The dataset that I chose is one that takes the top 2000 songs from the years 2000 to 2019 and compiles information regarding them. It was scraped using the Spotipy library for Python which interacted directly with the Spotify API. The variables that I chose to focus on were artist, song, energy, loudness, and explicit. The variables are defined as followed:
artist: name of the artist
song: name of the track
energy: a measure from 0.0 to 1.0 and represents a perceptual measure of intensity and activity
loudness: the overall volume of a track in decibels (dB)
explicit: whether the lyrics or content of a song or a music video contain one or more of the criteria which could be considered offensive or unsuitable for children
library(tidyverse)
library(dplyr)
library(ggplot2)
library(treemap)
data <- read.csv("C:/Users/rafiz/OneDrive/Desktop/data110/proj/songs_normalize.csv")

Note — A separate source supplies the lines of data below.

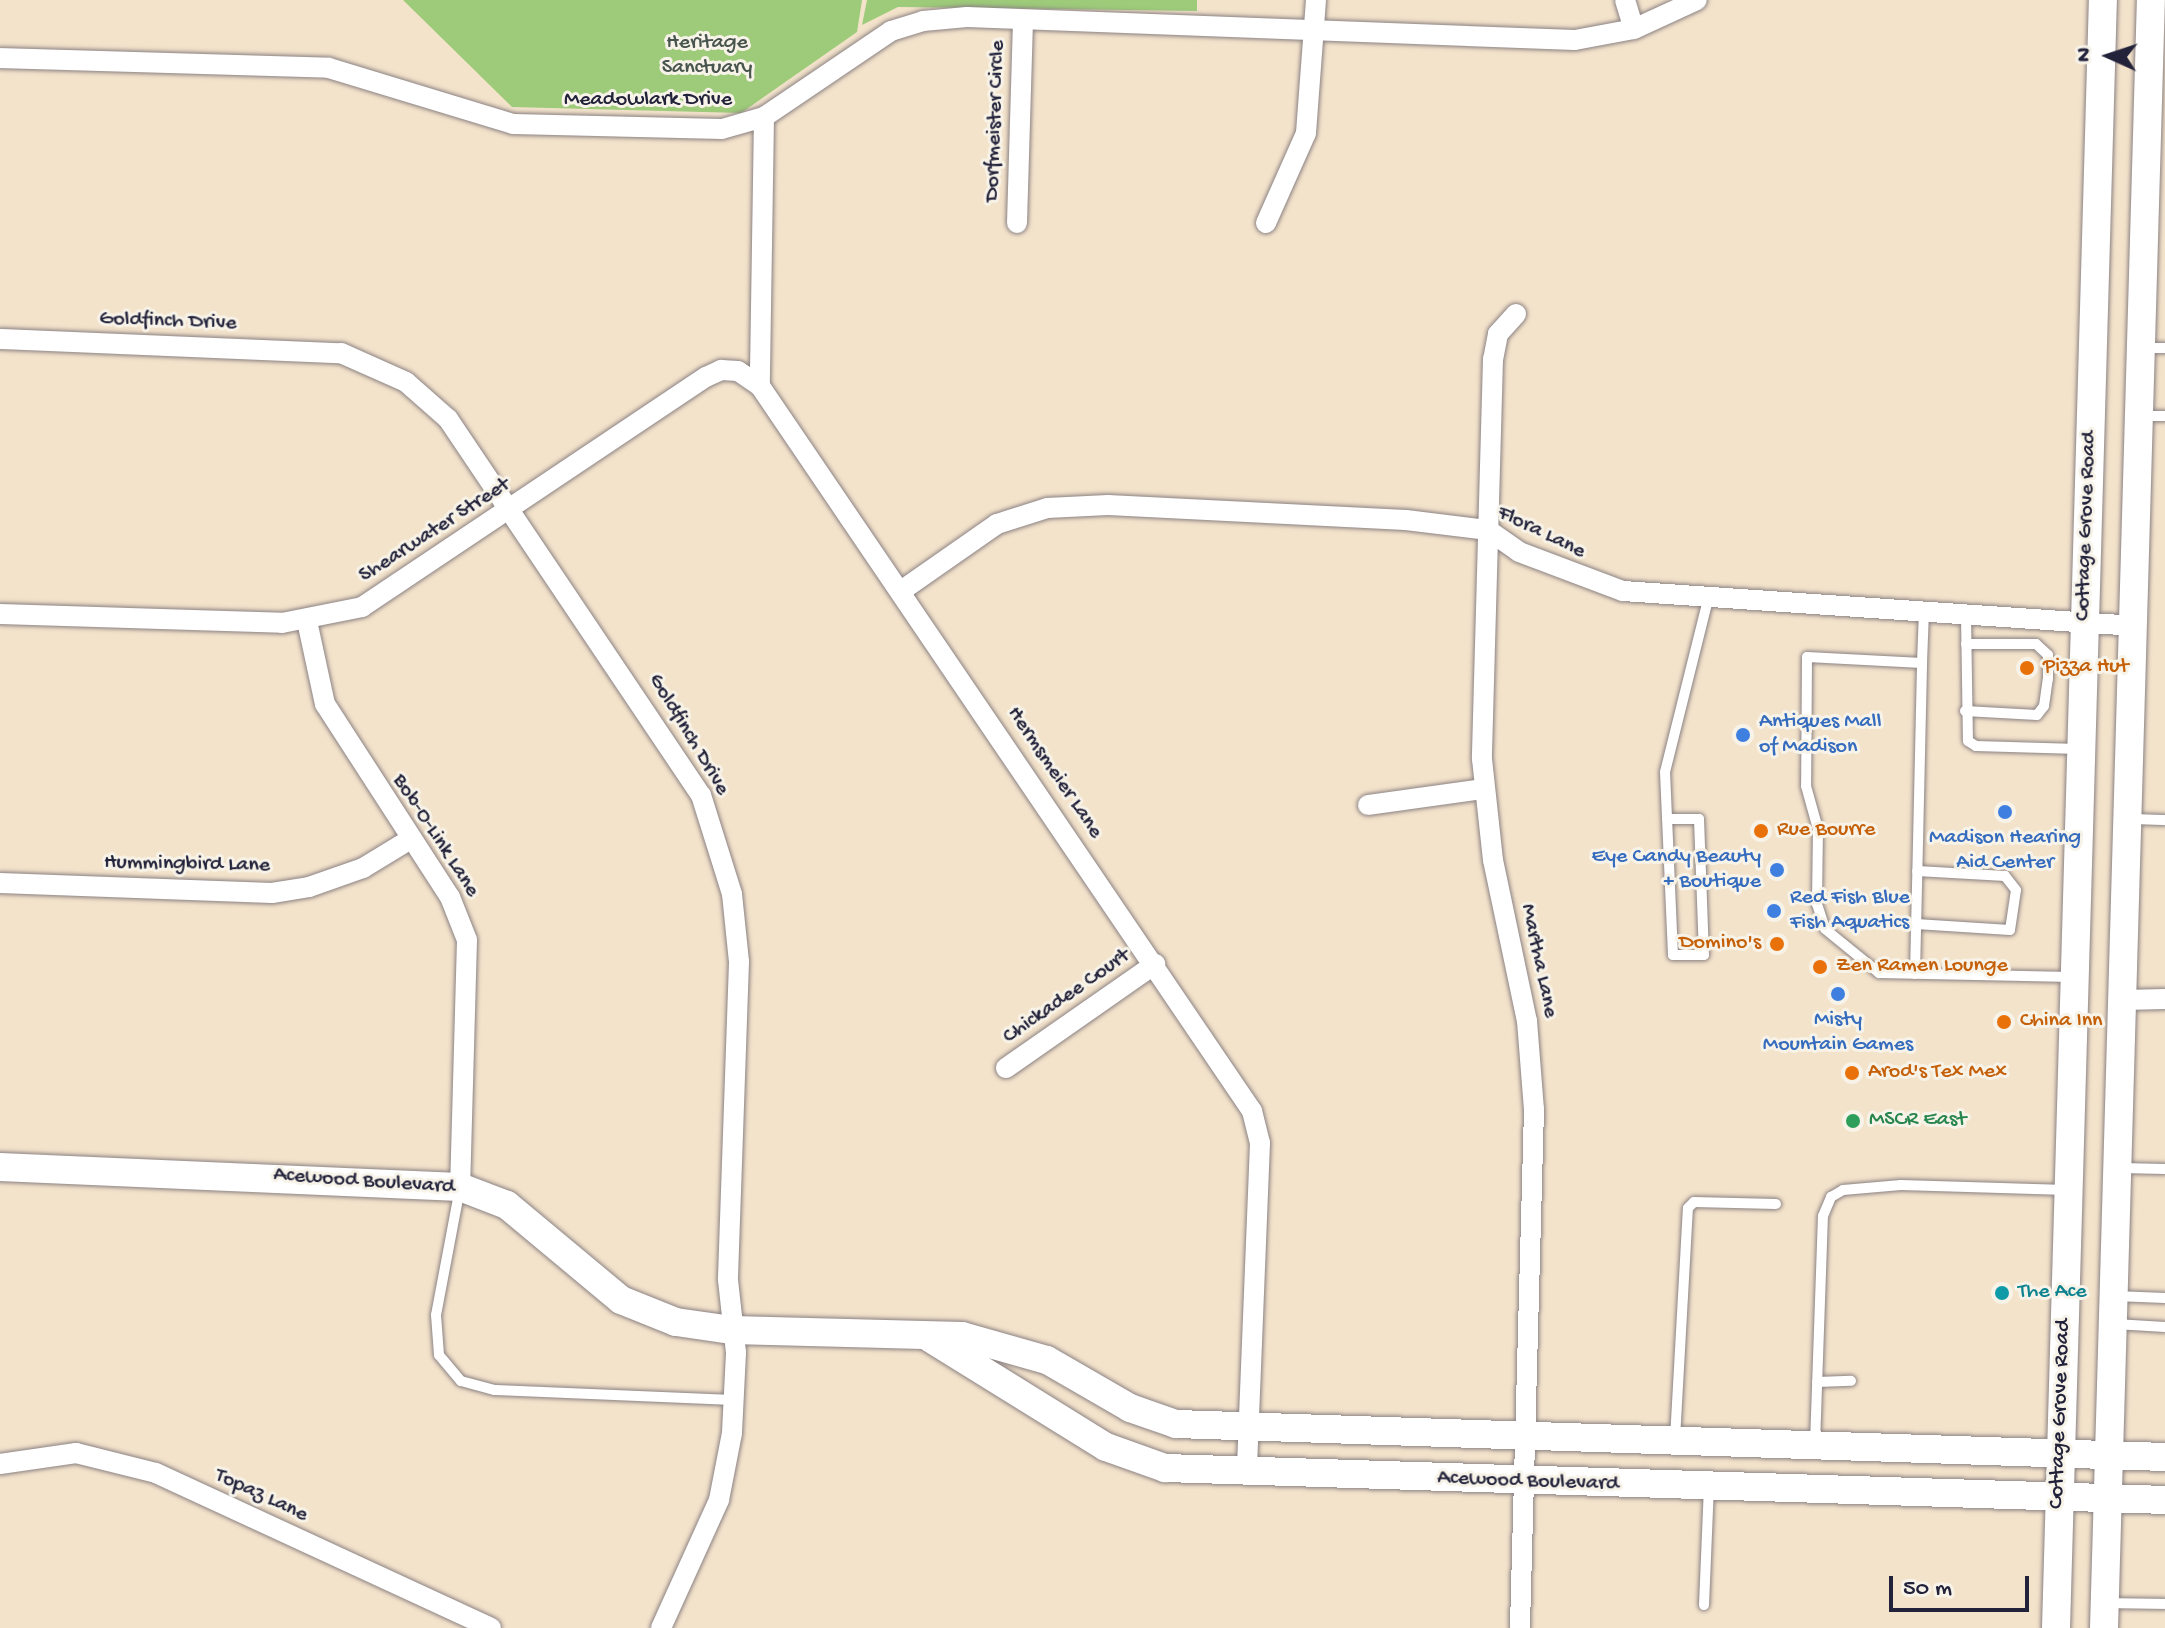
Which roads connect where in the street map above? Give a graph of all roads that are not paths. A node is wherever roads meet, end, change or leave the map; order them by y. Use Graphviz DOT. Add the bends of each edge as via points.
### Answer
graph roads {
  1 [pos="1316,0"];
  2 [pos="1625,0"];
  3 [pos="1697,0"];
  4 [pos="2103,0"];
  5 [pos="2151,0"];
  6 [pos="1023,20"];
  7 [pos="1634,29"];
  8 [pos="1315,32"];
  9 [pos="0,58"];
  10 [pos="764,117"];
  11 [pos="2156,125"];
  12 [pos="1017,223"];
  13 [pos="1266,223"];
  14 [pos="1516,314"];
  15 [pos="0,339"];
  16 [pos="2154,348"];
  17 [pos="760,386"];
  18 [pos="2152,416"];
  19 [pos="512,510"];
  20 [pos="1488,530"];
  21 [pos="901,591"];
  22 [pos="1709,596"];
  23 [pos="1924,611"];
  24 [pos="0,614"];
  25 [pos="1966,616"];
  26 [pos="307,621"];
  27 [pos="2084,622"];
  28 [pos="2135,626"];
  29 [pos="1966,644"];
  30 [pos="1922,663"];
  31 [pos="1965,711"];
  32 [pos="2080,749"];
  33 [pos="1483,789"];
  34 [pos="1368,805"];
  35 [pos="1667,819"];
  36 [pos="2129,819"];
  37 [pos="2165,820"];
  38 [pos="409,840"];
  39 [pos="1917,871"];
  40 [pos="0,883"];
  41 [pos="1916,924"];
  42 [pos="1155,964"];
  43 [pos="1915,974"];
  44 [pos="2072,977"];
  45 [pos="2165,999"];
  46 [pos="2123,1000"];
  47 [pos="1006,1068"];
  48 [pos="0,1167"];
  49 [pos="2119,1168"];
  50 [pos="2165,1169"];
  51 [pos="460,1187"];
  52 [pos="2067,1190"];
  53 [pos="1776,1204"];
  54 [pos="2115,1296"];
  55 [pos="2165,1298"];
  56 [pos="2114,1324"];
  57 [pos="2165,1327"];
  58 [pos="732,1330"];
  59 [pos="925,1335"];
  60 [pos="1851,1381"];
  61 [pos="1817,1382"];
  62 [pos="734,1400"];
  63 [pos="1248,1428"];
  64 [pos="1528,1436"];
  65 [pos="1675,1440"];
  66 [pos="1815,1446"];
  67 [pos="2061,1453"];
  68 [pos="2109,1455"];
  69 [pos="2165,1457"];
  70 [pos="0,1464"];
  71 [pos="1247,1472"];
  72 [pos="1526,1483"];
  73 [pos="1709,1486"];
  74 [pos="2059,1497"];
  75 [pos="2108,1497"];
  76 [pos="2165,1500"];
  77 [pos="2165,1604"];
  78 [pos="1704,1605"];
  79 [pos="2105,1616"];
  80 [pos="491,1628"];
  81 [pos="661,1628"];
  82 [pos="1520,1628"];
  83 [pos="2056,1628"];
  1 -- 8 [label="street"];
  2 -- 7 [label="street"];
  3 -- 7 [label="street, Meadowlark Drive"];
  4 -- 27 [label="street, Cottage Grove Road"];
  5 -- 11 [label="street"];
  6 -- 8 [label="street, Meadowlark Drive"];
  6 -- 10 [label="street, Meadowlark Drive" via="967,17 891,31"];
  6 -- 12 [label="street, Dorfmeister Circle"];
  7 -- 8 [label="street, Meadowlark Drive" via="1575,40"];
  8 -- 13 [label="street" via="1306,133"];
  9 -- 10 [label="street, Meadowlark Drive" via="329,68 513,124 722,129"];
  10 -- 17 [label="street"];
  11 -- 16 [label="street"];
  14 -- 20 [label="street, Martha Lane" via="1498,334 1493,359"];
  15 -- 19 [label="street, Goldfinch Drive" via="341,353 406,382 448,419"];
  16 -- 18 [label="street"];
  17 -- 19 [label="street, Shearwater Street" via="730,370 706,377"];
  17 -- 21 [label="street, Hermsmeier Lane"];
  18 -- 28 [label="street"];
  19 -- 26 [label="street, Shearwater Street" via="362,607"];
  19 -- 58 [label="street, Goldfinch Drive" via="701,795 722,852 736,916 739,962 728,1280"];
  20 -- 21 [label="street, Flora Lane" via="1108,505 1047,508 997,524"];
  20 -- 22 [label="street, Flora Lane" via="1519,552 1588,582 1623,591"];
  20 -- 33 [label="street, Martha Lane"];
  21 -- 42 [label="street, Hermsmeier Lane"];
  22 -- 23 [label="street, Flora Lane"];
  22 -- 35 [label="lane" via="1665,772"];
  23 -- 25 [label="street, Flora Lane"];
  23 -- 30 [label="lane"];
  24 -- 26 [label="street, Shearwater Street"];
  25 -- 27 [label="street, Flora Lane"];
  25 -- 29 [label="lane"];
  26 -- 38 [label="street, Bob-O-Link Lane" via="325,704"];
  27 -- 28 [label="street, Flora Lane"];
  27 -- 32 [label="street, Cottage Grove Road"];
  28 -- 36 [label="street"];
  29 -- 31 [label="lane"];
  29 -- 31 [label="lane" via="2036,644 2048,655 2048,679 2044,706 2037,715"];
  30 -- 39 [label="lane"];
  30 -- 43 [label="lane" via="1807,657 1802,735 1806,786 1818,829 1817,904 1825,929 1879,973"];
  31 -- 32 [label="lane" via="1965,732 1976,746"];
  32 -- 44 [label="street, Cottage Grove Road"];
  33 -- 34 [label="street"];
  33 -- 64 [label="street, Martha Lane" via="1510,954 1527,1021 1533,1094"];
  35 -- 35 [label="lane" via="1673,955 1704,955 1699,819"];
  36 -- 37 [label="lane"];
  36 -- 46 [label="street"];
  38 -- 40 [label="street, Hummingbird Lane" via="363,868 309,887 272,893"];
  38 -- 51 [label="street, Bob-O-Link Lane" via="458,910 467,940"];
  39 -- 41 [label="lane"];
  39 -- 41 [label="lane" via="2005,876 2016,890 2010,930"];
  41 -- 43 [label="lane"];
  42 -- 47 [label="street, Chickadee Court"];
  42 -- 63 [label="street, Hermsmeier Lane" via="1252,1111 1260,1143"];
  43 -- 44 [label="lane"];
  44 -- 52 [label="street, Cottage Grove Road"];
  45 -- 46 [label="street"];
  46 -- 49 [label="street"];
  48 -- 51 [label="street, Acewood Boulevard"];
  49 -- 50 [label="lane"];
  49 -- 54 [label="street"];
  51 -- 58 [label="street, Acewood Boulevard" via="507,1205 621,1300 676,1322"];
  51 -- 62 [label="lane" via="436,1315 439,1355 461,1381 495,1390"];
  52 -- 61 [label="lane" via="1901,1185 1843,1190 1831,1197 1823,1216"];
  52 -- 67 [label="street, Cottage Grove Road"];
  53 -- 65 [label="lane" via="1694,1202 1688,1208"];
  54 -- 55 [label="lane"];
  54 -- 56 [label="street"];
  56 -- 57 [label="lane"];
  56 -- 68 [label="street"];
  58 -- 59 [label="street, Acewood Boulevard"];
  58 -- 62 [label="street, Goldfinch Drive"];
  59 -- 63 [label="street, Acewood Boulevard" via="977,1339 1047,1360 1155,1420"];
  59 -- 71 [label="street, Acewood Boulevard" via="1135,1459 1165,1468"];
  60 -- 61 [label="lane"];
  61 -- 66 [label="lane"];
  62 -- 81 [label="street, Goldfinch Drive" via="719,1500"];
  63 -- 64 [label="street, Acewood Boulevard"];
  63 -- 71 [label="street, Hermsmeier Lane"];
  64 -- 65 [label="street, Acewood Boulevard"];
  64 -- 72 [label="street, Martha Lane"];
  65 -- 66 [label="street, Acewood Boulevard"];
  66 -- 67 [label="street, Acewood Boulevard"];
  67 -- 68 [label="street, Acewood Boulevard"];
  67 -- 74 [label="street, Cottage Grove Road"];
  68 -- 69 [label="street, Acewood Boulevard"];
  68 -- 75 [label="street"];
  70 -- 80 [label="street, Topaz Lane" via="76,1453 156,1473"];
  71 -- 72 [label="street, Acewood Boulevard"];
  72 -- 73 [label="street, Acewood Boulevard"];
  72 -- 82 [label="street, Martha Lane"];
  73 -- 74 [label="street, Acewood Boulevard"];
  73 -- 78 [label="lane"];
  74 -- 75 [label="street, Acewood Boulevard"];
  74 -- 83 [label="street, Cottage Grove Road"];
  75 -- 76 [label="street, Acewood Boulevard"];
  75 -- 79 [label="street"];
  77 -- 79 [label="lane"];
}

explicit_colors <- c("True" = "#84bd00", "False" = "#e57878") #Changing the colors for explicit status
ggplot(data, aes(x = energy, y = loudness, color = explicit)) +
geom_point(size = 1) +
geom_smooth(method = "lm", se = TRUE, color = "#000080") + # Adding linear regression line with confidence interval
labs(x = "Energy", y = "Loudness", caption = "Source: Spotipy Library through Spotify API") +
ggtitle("Scatter Plot of Song Energy vs. Loudness with Linear Regression and Explicity") +
theme_minimal() +
scale_color_manual(values = explicit_colors) +
theme(
plot.background = element_rect(fill = "black"), #change bg to black
panel.background = element_rect(fill = "black"),
panel.grid.major = element_blank(), #getting rid of grid lines
panel.grid.minor = element_blank(),
axis.text.x = element_text(color = "white"), # x-axis
axis.text.y = element_text(color = "white"), # y-axis
text = element_text(color = "white"), #change text to white
plot.title = element_text(color = "white") #title to white
)
## `geom_smooth()` using formula = 'y ~ x'
# arrange artists in descending order
artist_counts <- data |>
group_by(artist) |>
summarise(num_songs = n()) |>
ungroup() |>
arrange(desc(num_songs))
# top 25 artists
top_25_artists <- head(artist_counts, 25)
treemap(
top_25_artists,
index = "artist",
vSize = "num_songs",
title = "Treemap of Top 20 Artists by Number of Songs",
palette = "Purples",
)
Regarding cleaning; there were no holes in the particular variables that I chose to focus on so I did not have to do much cleaning when it came to the data I was using. My treemap takes the artists with the most entries in the data frame and displays the top 25. Based on the size of the treemap rectangles, out of the top 25 artists with the most entries, it is clear to see that Rihanna had the most songs in the dataframe while Avicii had the least (regarding the top 25 not the entire data set). I had initially tried to see how the treemap would look if I used every artist however, it was illegible and therefore intirely useless. I also attempted to display the number of songs that each artist had in the dataframe to give the viewer a better frame of reference however, adding that code kept giving me errors in other parts of my treemap and I was therefore unsuccessful. I also tried to add a caption to my treemap for the source of the data however, using ggplot’s ggtitle kept giving me errors.